In the ACC Tournament, the Louisville Cardinals are scheduled to play the Syracuse-North Carolina winner Thursday at approximately 9:30 p.m. ET, at the Greensboro Coliseum in Greensboro, N.C.
In the SEC Tournament, top-seeded Kentucky is scheduled to play the Alabama-Tennessee winner Friday at 1 p.m. ET, at Bridgestone Arena in Nashville, Tenn.
In the Big Ten Tournament, Indiana defeated Nebraska on Wednesday night, 89-64. The Hoosiers will play Penn State at approximately 9 p.m. Thursday at Bankers Life Fieldhouse in Indianapolis.
In Division II, Bellarmine is scheduled to play Michigan Tech on Saturday at 7:30 p.m. in Indianapolis. Knights coach Scotty Davenport said playing in a near-empty arena will require some adjusting.
“It’s very similar to a practice,” he said. “As a coach, you have to be on your job, because what you would normally yell in a game cause of the crowd and the band, the officials can’t hear a thing you say. Now they will hear everything, so I think that has to be an adjustment.”
Earlier Wednesday, the NCAA announced that its tournament will be played without spectators when it starts next week. Only essential staff and limited family members will be allowed to attend.
Thousands of basketball fans like Glen Donlon said they planned to follow their teams across the country for March Madness.
“It was questionable,” Donlon said. “Now we don’t have a choice.”
Added UK fan Bruce Johnston: “I think it’s a shame. A lot of people look forward to it all year, especially Kentucky fans. I think it’s blown way out of proportion, and I just think it’s a shame for the fans that aren’t going to get to go to the games.”
Fans told WAVE 3 News they're disappointed both for themselves and other fans, but also the players.
“'That’s rough,” Donlon said. “You know, cause a lot of these kids, that’s all they played for is March Madness. So now that could be taken away from them; the full experience could be taken away.”

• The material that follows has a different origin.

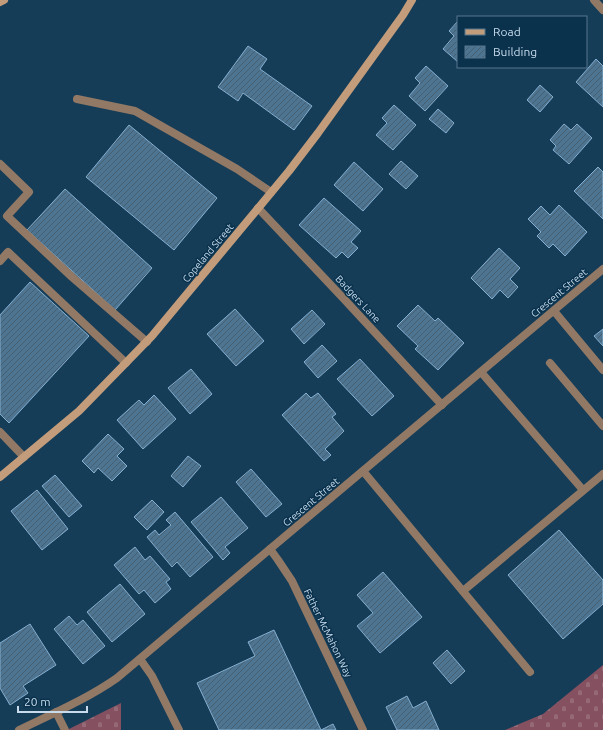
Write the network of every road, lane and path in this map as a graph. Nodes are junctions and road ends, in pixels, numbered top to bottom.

While some were planning to travel, fans now have to settle for watching the games on TV, crowding local bars and restaurants like Bungalow Joe’s.
"This is our busiest week of the whole year and the busiest month of the whole year in this business," Bungalow Joe's Owner Joe Bishop said.
While the economic impacts from this will be felt across the country, local businesses are hopeful it won't affect them.
“The people that won’t come out will be offset by the people that would’ve gone to the games that will come anyone,” Bishop said. “I have a feeling this is going to be a wash.”